What’s the value of a model like SALO compared to Corsi-type stats? Where does it come from?

A count or percentage stat is a *transformation of data* to state *what events happened* in the presence (or absence) of a given player, possibly adjusted for comparison of those outcomes to whole-league outcomes in the same game states (trailing, or on the power play, etc.).

SALO, by contrast, supposes each player has some (latent) * ability to make events happen*, and the data are used to

Intuitively, the latter is what we’d really like to talk about, at least much of the time. We are a community that skates to where the puck is going, not where it has been. We don’t just want to recount the game, but understand it. What did happen before isn’t necessarily what we expect to happen again – even in identical circumstances. Transformed data can only go so far in telling us about the latter topic.

What follows is an in-depth walkthrough of one method (SALO) for estimating ability in one aspect of the game (shots on goal). For technically inclined readers, the first and last sections may suffice.

SALO is a hierarchical Bayesian model with three parts:

- an ordered logit likelihood for net shots and net penalties each half-second due to on-ice skater ability and game state,
- a Gaussian prior for skater ability on the logit scale,
- and a beta-binomial relationship, with a logit link, between shot ability and games played.

The model is fit to multiple years of regular-season data with the No-U-Turn Sampler, a Hamiltonian Monte Carlo (HMC) algorithm.

Error measures are computed from the empirical distribution of the HMC draws. The draws are also used to construct the empirical posterior predictive distribution for propagating error estimates into model extensions.

Each skater’s ability estimate is translated to a shots-for percentage by taking the ratio of shots for to total shots predicted by the model at even strength with that player on ice alongside nine average icemates.

Projections are drawn from an aging curve created by regressing year-to-year ability change on age, using the fitted prior for a skater with 0 games played as the next-season ability for those who drop out each offseason.

Hyperparameters are estimated. Hyperpriors are not imposed.

Data transformations for player description (like adjusted CF%) are valuable, but don’t come with:

- Correction for icemates (teammates and opponents);
- Correction for sample size;
- Error bars (statements of the expected precision of each value).

Each of the above seems pretty desirable for quantitatively representing what we actually think about players’ abilities given the game data we have.

It’s clear, although non-trivial, how a player’s count stats might be adjusted for, say, the lead their team had when each shot event occurred: divide the count of events in each state (-1, +2, etc.) by the league-wide increase in frequency of the same event in that state compared to tied.

This technique cannot readily be extended, though, to take the effect of *icemates* out of the stats for any given player.
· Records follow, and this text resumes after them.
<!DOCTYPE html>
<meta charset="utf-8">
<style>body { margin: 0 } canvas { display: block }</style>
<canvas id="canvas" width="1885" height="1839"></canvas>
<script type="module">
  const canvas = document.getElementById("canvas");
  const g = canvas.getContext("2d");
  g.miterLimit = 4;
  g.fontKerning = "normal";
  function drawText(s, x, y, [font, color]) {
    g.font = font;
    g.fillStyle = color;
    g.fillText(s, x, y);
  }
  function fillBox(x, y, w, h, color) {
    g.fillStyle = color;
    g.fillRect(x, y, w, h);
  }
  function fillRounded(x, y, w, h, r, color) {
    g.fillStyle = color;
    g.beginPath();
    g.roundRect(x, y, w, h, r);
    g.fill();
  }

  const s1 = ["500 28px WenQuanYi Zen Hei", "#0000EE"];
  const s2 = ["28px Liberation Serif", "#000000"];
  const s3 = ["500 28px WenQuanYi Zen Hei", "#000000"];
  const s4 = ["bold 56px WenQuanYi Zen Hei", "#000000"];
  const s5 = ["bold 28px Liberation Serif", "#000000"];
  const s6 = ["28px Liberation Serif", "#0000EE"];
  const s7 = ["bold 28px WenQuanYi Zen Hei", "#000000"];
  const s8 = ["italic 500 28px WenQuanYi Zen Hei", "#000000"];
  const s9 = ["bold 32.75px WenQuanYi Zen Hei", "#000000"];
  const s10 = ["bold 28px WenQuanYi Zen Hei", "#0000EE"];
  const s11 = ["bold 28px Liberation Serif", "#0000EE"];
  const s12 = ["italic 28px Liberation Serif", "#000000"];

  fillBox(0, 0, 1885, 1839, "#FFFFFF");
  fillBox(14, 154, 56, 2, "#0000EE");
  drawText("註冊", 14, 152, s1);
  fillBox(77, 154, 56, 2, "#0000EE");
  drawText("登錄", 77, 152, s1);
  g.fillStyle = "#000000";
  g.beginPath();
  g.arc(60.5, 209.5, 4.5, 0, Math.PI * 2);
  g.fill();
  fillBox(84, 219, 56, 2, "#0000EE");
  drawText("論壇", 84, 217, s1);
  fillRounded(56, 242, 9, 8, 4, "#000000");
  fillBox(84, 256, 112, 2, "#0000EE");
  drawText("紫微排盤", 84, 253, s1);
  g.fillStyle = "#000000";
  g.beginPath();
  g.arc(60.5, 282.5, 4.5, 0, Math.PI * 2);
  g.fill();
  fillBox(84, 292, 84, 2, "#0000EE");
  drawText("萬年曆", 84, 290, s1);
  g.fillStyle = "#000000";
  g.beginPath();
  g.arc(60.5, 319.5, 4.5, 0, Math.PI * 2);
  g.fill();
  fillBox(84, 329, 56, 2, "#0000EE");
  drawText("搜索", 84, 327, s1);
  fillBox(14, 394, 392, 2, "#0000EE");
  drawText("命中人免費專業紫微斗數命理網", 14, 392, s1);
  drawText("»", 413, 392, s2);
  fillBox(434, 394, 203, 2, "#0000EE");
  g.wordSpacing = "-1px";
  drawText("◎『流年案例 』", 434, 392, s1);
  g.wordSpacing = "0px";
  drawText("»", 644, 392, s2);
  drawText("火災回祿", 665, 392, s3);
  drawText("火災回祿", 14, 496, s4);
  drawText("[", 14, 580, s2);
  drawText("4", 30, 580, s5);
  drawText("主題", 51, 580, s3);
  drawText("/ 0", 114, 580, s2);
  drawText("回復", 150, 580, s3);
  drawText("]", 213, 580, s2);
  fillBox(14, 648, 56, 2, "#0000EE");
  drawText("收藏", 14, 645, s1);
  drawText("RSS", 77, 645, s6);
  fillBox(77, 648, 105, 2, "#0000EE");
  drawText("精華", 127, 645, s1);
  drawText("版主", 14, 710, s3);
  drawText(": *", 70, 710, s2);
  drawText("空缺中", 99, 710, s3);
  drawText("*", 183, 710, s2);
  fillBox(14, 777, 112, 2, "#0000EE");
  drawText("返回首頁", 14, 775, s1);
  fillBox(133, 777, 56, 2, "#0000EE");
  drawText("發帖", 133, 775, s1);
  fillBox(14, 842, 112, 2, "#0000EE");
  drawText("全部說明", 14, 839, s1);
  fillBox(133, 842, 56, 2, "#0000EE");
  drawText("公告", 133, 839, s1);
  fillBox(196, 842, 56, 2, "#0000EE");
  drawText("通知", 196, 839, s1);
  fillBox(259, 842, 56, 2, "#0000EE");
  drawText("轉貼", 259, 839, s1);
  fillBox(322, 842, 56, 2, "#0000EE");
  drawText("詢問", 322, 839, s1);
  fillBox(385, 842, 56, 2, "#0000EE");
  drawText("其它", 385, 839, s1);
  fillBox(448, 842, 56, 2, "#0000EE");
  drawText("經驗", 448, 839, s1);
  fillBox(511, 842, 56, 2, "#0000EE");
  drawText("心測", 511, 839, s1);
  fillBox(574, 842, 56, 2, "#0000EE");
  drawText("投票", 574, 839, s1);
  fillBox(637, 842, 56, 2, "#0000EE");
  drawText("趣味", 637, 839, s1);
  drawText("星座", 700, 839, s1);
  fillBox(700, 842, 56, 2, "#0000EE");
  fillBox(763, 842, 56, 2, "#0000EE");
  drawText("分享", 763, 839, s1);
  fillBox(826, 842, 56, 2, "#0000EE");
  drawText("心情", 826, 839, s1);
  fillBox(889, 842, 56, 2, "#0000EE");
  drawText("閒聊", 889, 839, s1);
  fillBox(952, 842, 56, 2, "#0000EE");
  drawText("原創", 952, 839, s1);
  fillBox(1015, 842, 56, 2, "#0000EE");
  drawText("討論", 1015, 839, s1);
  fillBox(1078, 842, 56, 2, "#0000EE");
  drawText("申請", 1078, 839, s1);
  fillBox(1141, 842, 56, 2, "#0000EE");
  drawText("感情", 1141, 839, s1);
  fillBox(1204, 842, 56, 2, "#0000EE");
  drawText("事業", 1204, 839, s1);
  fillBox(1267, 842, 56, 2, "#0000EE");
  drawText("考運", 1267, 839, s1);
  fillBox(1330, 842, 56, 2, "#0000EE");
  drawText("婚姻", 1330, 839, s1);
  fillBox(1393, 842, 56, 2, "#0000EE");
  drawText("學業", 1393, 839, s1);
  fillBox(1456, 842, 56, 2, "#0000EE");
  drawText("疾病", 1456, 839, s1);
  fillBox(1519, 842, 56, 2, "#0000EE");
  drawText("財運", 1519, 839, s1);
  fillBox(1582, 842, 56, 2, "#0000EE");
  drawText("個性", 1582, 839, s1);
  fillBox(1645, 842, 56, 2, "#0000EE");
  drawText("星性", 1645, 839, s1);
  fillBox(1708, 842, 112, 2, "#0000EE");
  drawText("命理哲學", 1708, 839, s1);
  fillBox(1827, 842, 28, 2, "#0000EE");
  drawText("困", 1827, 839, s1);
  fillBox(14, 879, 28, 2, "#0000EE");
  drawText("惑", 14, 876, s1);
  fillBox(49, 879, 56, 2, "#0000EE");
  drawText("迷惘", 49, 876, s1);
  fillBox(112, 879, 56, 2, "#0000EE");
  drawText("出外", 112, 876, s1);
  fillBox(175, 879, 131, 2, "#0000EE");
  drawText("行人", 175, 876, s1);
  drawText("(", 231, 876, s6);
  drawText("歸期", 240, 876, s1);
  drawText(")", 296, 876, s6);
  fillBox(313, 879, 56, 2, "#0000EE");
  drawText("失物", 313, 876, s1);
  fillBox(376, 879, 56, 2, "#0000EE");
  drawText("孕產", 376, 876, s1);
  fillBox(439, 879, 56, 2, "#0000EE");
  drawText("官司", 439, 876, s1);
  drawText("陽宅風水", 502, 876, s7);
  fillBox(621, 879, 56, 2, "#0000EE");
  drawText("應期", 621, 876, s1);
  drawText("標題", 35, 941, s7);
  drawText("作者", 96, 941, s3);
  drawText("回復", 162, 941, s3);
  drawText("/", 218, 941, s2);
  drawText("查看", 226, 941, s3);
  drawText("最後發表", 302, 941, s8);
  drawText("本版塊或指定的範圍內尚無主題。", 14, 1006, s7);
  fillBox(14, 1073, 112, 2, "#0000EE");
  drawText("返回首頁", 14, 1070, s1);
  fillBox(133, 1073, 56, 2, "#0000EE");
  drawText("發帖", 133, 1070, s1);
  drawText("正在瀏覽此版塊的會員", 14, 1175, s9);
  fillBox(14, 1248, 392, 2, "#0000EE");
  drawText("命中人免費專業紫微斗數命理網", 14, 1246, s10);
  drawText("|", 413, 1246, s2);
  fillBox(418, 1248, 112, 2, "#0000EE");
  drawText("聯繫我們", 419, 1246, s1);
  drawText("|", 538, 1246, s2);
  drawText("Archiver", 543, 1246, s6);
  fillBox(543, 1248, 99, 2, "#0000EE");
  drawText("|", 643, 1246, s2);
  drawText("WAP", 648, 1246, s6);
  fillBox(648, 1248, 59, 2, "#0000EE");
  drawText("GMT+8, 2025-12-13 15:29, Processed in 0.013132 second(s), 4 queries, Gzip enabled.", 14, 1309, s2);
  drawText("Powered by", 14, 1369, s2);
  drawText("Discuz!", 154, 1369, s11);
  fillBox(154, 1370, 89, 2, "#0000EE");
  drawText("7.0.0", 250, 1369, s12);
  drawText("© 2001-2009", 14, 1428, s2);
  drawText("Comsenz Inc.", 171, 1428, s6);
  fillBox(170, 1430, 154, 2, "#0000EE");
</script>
The required corrective factor – the frequency of any event with a given icemate – is the thing being calculated in the first place.
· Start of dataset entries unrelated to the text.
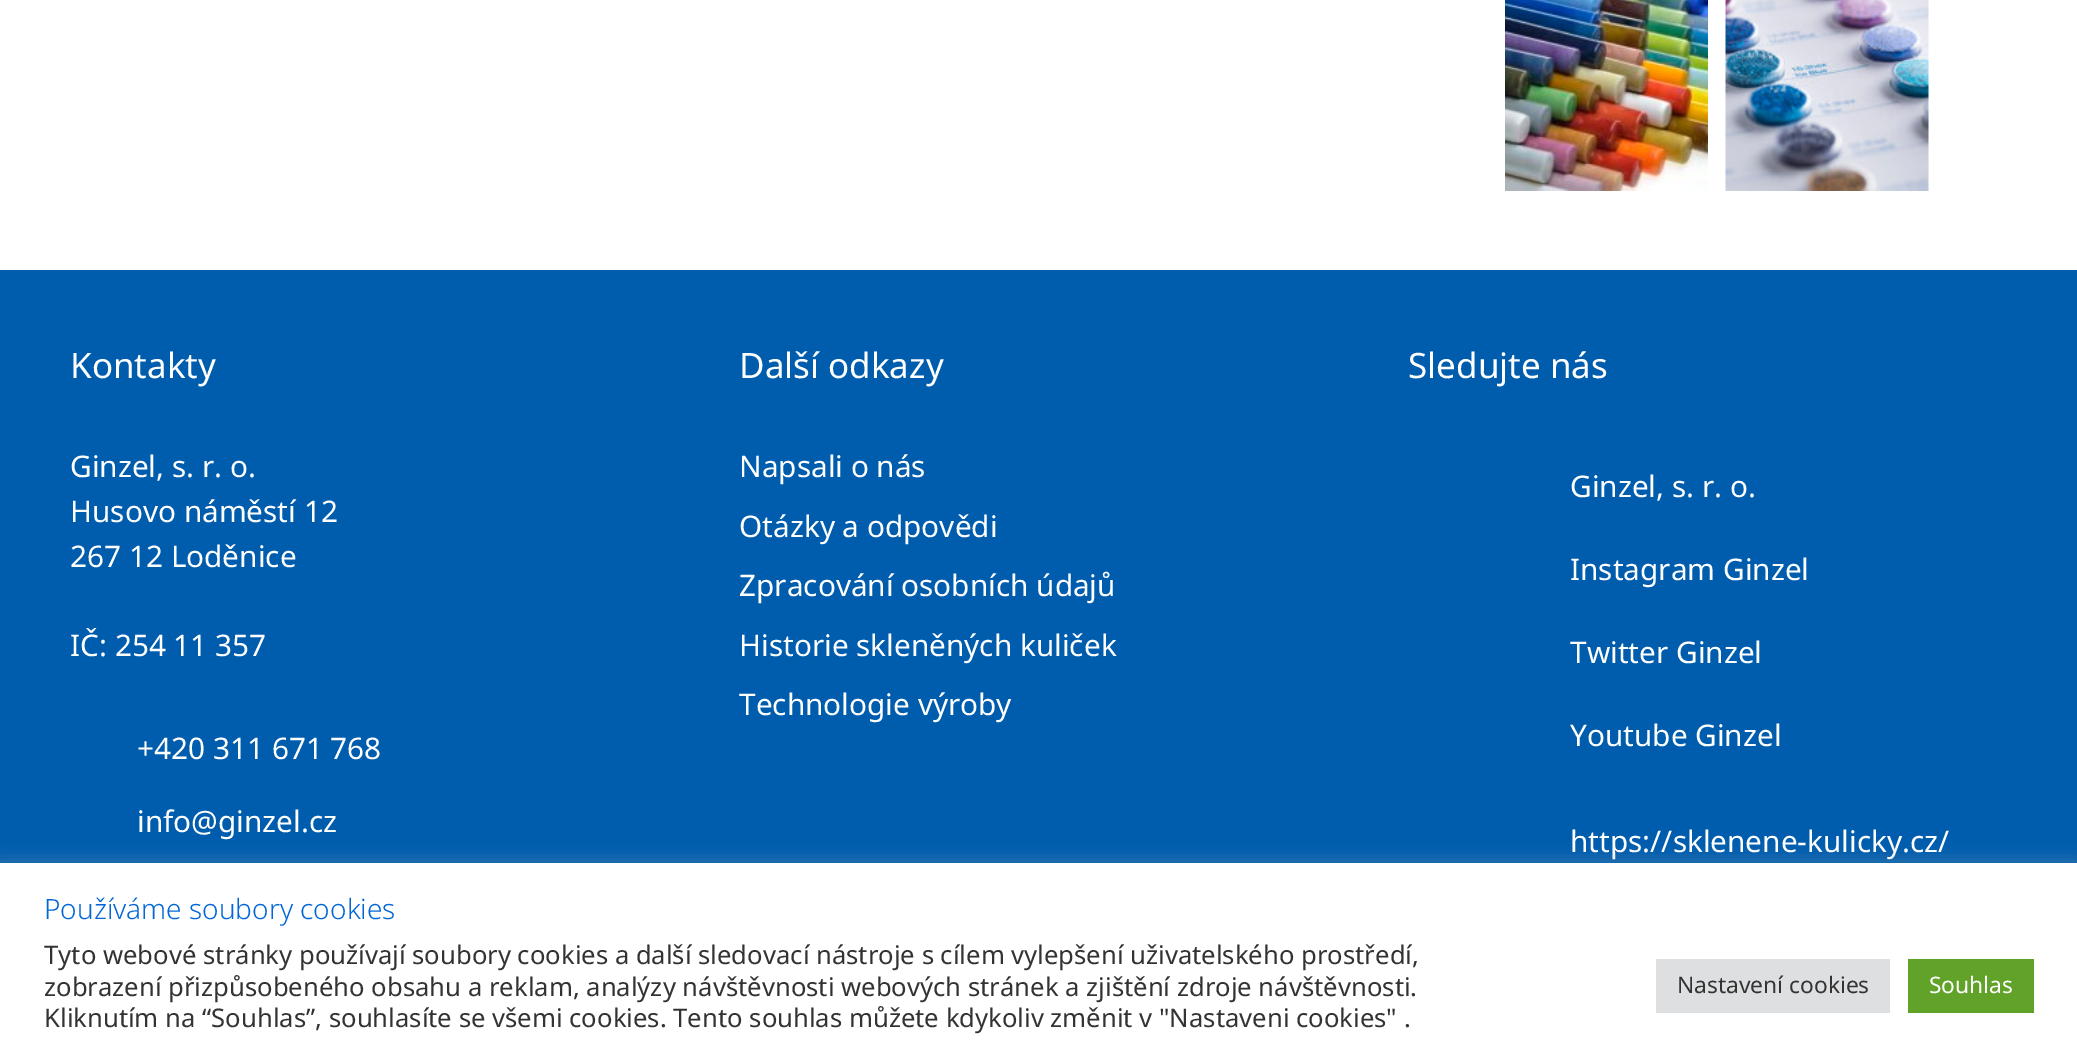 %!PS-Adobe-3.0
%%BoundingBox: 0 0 2077 1057
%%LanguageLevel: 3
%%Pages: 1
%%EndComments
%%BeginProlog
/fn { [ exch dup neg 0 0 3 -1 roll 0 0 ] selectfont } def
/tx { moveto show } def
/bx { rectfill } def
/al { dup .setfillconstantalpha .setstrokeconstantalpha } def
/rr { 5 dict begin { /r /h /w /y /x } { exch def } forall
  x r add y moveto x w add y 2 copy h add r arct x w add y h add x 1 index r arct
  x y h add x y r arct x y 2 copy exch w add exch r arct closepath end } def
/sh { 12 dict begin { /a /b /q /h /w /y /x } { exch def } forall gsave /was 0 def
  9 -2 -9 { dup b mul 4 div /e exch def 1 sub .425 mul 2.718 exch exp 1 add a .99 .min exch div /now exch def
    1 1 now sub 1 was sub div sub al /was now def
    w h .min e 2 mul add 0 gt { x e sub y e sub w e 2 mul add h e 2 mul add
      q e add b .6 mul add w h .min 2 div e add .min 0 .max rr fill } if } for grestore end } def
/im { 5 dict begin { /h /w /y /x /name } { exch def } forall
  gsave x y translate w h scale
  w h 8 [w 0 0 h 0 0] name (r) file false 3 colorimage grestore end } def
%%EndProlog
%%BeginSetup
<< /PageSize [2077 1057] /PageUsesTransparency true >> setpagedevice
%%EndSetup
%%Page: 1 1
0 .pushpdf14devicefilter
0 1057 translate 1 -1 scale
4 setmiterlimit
1 setgray
0 0 2077 1057 bx
(image0.raw) 1505 0 203 191 im
(image1.raw) 1725 0 204 191 im
0 0.361 0.678 setrgbcolor
0 270 2077 593 bx
/NotoSans-Regular 35 fn
1 setgray
(Kontakty) 70 378 tx
/NotoSans-Regular 29.75 fn
(Ginzel, s. r. o.) 70 477 tx
(Husovo náměstí 12) 70 522 tx
(267 12 Loděnice) 70 567 tx
(IČ: 254 11 357) 70 656 tx
(+420 311 671 768) 137 759 tx
(info@ginzel.cz) 137 832 tx
/NotoSans-Regular 35 fn
(Další odkazy) 739 378 tx
/NotoSans-Regular 29.75 fn
(Napsali o nás) 739 477 tx
(Otázky a odpovědi) 739 537 tx
(Zpracování osobních údajů) 739 596 tx
(Historie skleněných kuliček) 739 656 tx
(Technologie výroby) 739 715 tx
/NotoSans-Regular 35 fn
(Sledujte nás) 1408 378 tx
/NotoSans-Regular 29.75 fn
(Ginzel, s. r. o.) 1570 497 tx
(Instagram Ginzel) 1570 580 tx
(Twitter Ginzel) 1570 663 tx
(Youtube Ginzel) 1570 746 tx
(https://sklenene-kulicky.cz/) 1570 852 tx
0.675 0.671 0.671 setrgbcolor
0 861 2077 194 0 9 0.3 sh
1 setgray
0 863 2077 194 bx
/NotoSans-Light 28 fn
0.012 0.4 0.839 setrgbcolor
(Používáme soubory cookies) 44 919 tx
/NotoSans-Regular 25.67 fn
0.2 setgray
(Tyto webové stránky používají soubory cookies a další sledovací nástroje s cílem vylepšení uživatelského prostředí,) 44 964 tx
(zobrazení přizpůsobeného obsahu a reklam, analýzy návštěvnosti webových stránek a zjištění zdroje návštěvnosti.) 44 996 tx
(Kliknutím na “Souhlas”, souhlasíte se všemi cookies. Tento souhlas můžete kdykoliv změnit v "Nastaveni cookies" .) 44 1027 tx
0.871 0.875 0.878 setrgbcolor
1656 959 234 54 bx
/NotoSans-Regular 22.75 fn
0.2 setgray
(Nastavení cookies) 1677 993 tx
0.38 0.635 0.161 setrgbcolor
1908 959 126 54 bx
1 setgray
(Souhlas) 1929 993 tx
.poppdf14devicefilter showpage
%%EOF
Instead of creating an adjusted count via weighting by multiple frequencies that are themselves unadjusted, we’d like to have a method that tries to figure out all players’ shot (penalty) contributions *simultaneously*.

We can do so via an explicit expression for the *likelihood* that a shot for or against (penalty drawn or taken) occurs at any time, given the ability levels of all the players on ice, which we can plug the actual data into.

A 60% Corsi For number for a player who’s seen 1000 5v5 Corsi events gives us more confidence they’ll prove above average in the future at driving net shot generation than one derived from just 10 events. Regression to the mean is a qualitatively well-accepted part of player assessment.

Quantitatively, however, is another story. Just how far toward the mean do we expect future results to regress for that thousand-event player? What about for the ten-event one?

This second feature becomes part of the model when we add to the likelihood a *prior*, an expression for what we believe about the overall probability of a parameter taking a given value, independent of the data.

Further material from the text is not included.